> [WHAT IS NEEDED]
Write out every record below exactly as given. Leave the pictures out.

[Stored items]

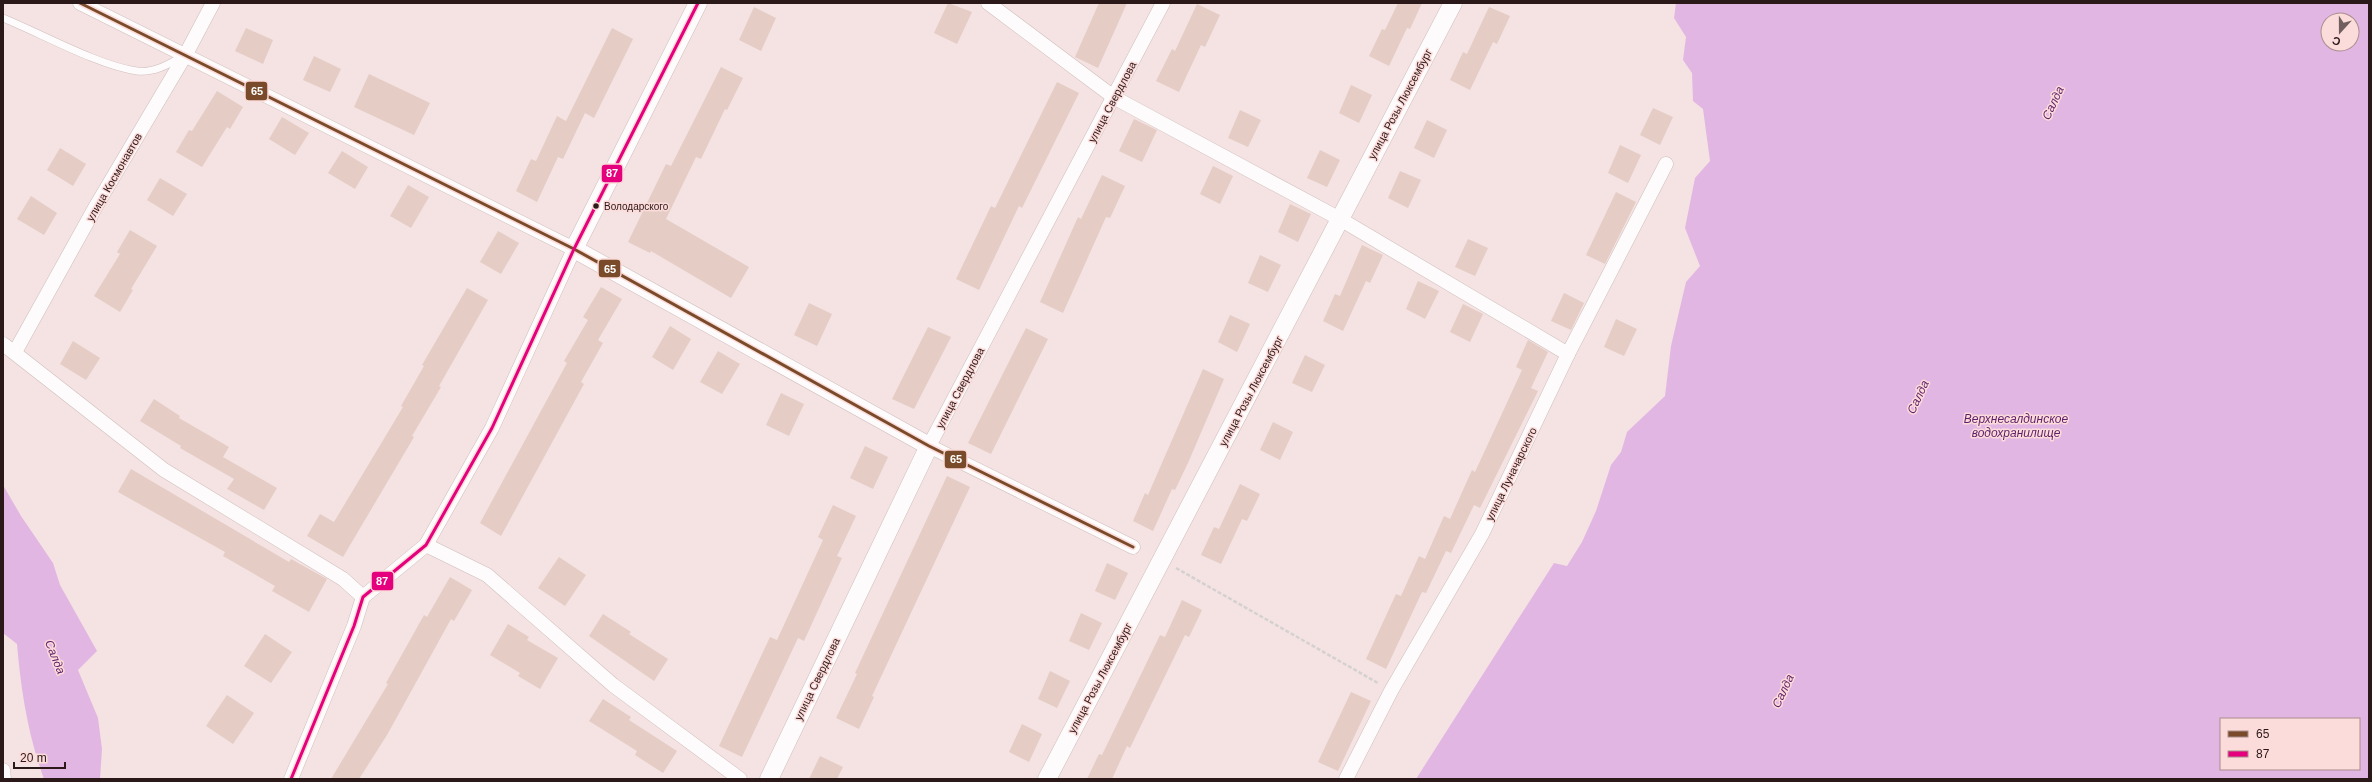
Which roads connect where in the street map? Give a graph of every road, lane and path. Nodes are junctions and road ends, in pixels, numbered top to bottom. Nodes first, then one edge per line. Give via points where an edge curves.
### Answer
1 (80, 3) edge
2 (213, 3) edge
3 (698, 3) edge
4 (988, 3) edge
5 (1163, 3) edge
6 (1453, 3) edge
7 (3, 18) edge
8 (186, 54) junction
9 (1115, 98) junction
10 (1666, 164) dead end
11 (1340, 218) junction
12 (574, 249) junction
13 (9, 348) edge
14 (1568, 354) junction
15 (929, 446) junction
16 (426, 545) junction
17 (1133, 547) dead end
18 (1162, 561) junction
19 (363, 597) junction
20 (1391, 690) junction
21 (291, 779) edge
22 (740, 779) edge
23 (769, 779) edge
24 (1047, 779) edge
25 (1346, 779) edge

1 - 8 street
2 - 8 street, улица Космонавтов
3 - 12 street
4 - 9 street
5 - 9 street, улица Свердлова
6 - 11 street, улица Розы Люксембург
7 - 8 lane via 111,64 138,71 163,68
8 - 12 street
8 - 13 street, улица Космонавтов
9 - 11 street
9 - 15 street, улица Свердлова
10 - 14 street, улица Луначарского
11 - 14 street
11 - 18 street, улица Розы Люксембург
12 - 15 street
12 - 16 street via 492,428
13 - 19 street via 164,470 343,579
14 - 20 street, улица Луначарского via 1482,534
15 - 17 street
15 - 23 street, улица Свердлова
16 - 19 street
16 - 22 street via 487,576 613,685
18 - 20 path
18 - 24 street, улица Розы Люксембург
19 - 21 street via 354,626
20 - 25 street, улица Луначарского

> [RESPONSE TO THIS EXERCISE]
Which roads connect where in the street map? Give a graph of every road, lane and path. Nodes are junctions and road ends, in pixels, numbered top to bottom. Nodes first, then one edge per line. Give via points where an edge curves.
### Answer
1 (80, 3) edge
2 (213, 3) edge
3 (698, 3) edge
4 (988, 3) edge
5 (1163, 3) edge
6 (1453, 3) edge
7 (3, 18) edge
8 (186, 54) junction
9 (1115, 98) junction
10 (1666, 164) dead end
11 (1340, 218) junction
12 (574, 249) junction
13 (9, 348) edge
14 (1568, 354) junction
15 (929, 446) junction
16 (426, 545) junction
17 (1133, 547) dead end
18 (1162, 561) junction
19 (363, 597) junction
20 (1391, 690) junction
21 (291, 779) edge
22 (740, 779) edge
23 (769, 779) edge
24 (1047, 779) edge
25 (1346, 779) edge

1 - 8 street
2 - 8 street, улица Космонавтов
3 - 12 street
4 - 9 street
5 - 9 street, улица Свердлова
6 - 11 street, улица Розы Люксембург
7 - 8 lane via 111,64 138,71 163,68
8 - 12 street
8 - 13 street, улица Космонавтов
9 - 11 street
9 - 15 street, улица Свердлова
10 - 14 street, улица Луначарского
11 - 14 street
11 - 18 street, улица Розы Люксембург
12 - 15 street
12 - 16 street via 492,428
13 - 19 street via 164,470 343,579
14 - 20 street, улица Луначарского via 1482,534
15 - 17 street
15 - 23 street, улица Свердлова
16 - 19 street
16 - 22 street via 487,576 613,685
18 - 20 path
18 - 24 street, улица Розы Люксембург
19 - 21 street via 354,626
20 - 25 street, улица Луначарского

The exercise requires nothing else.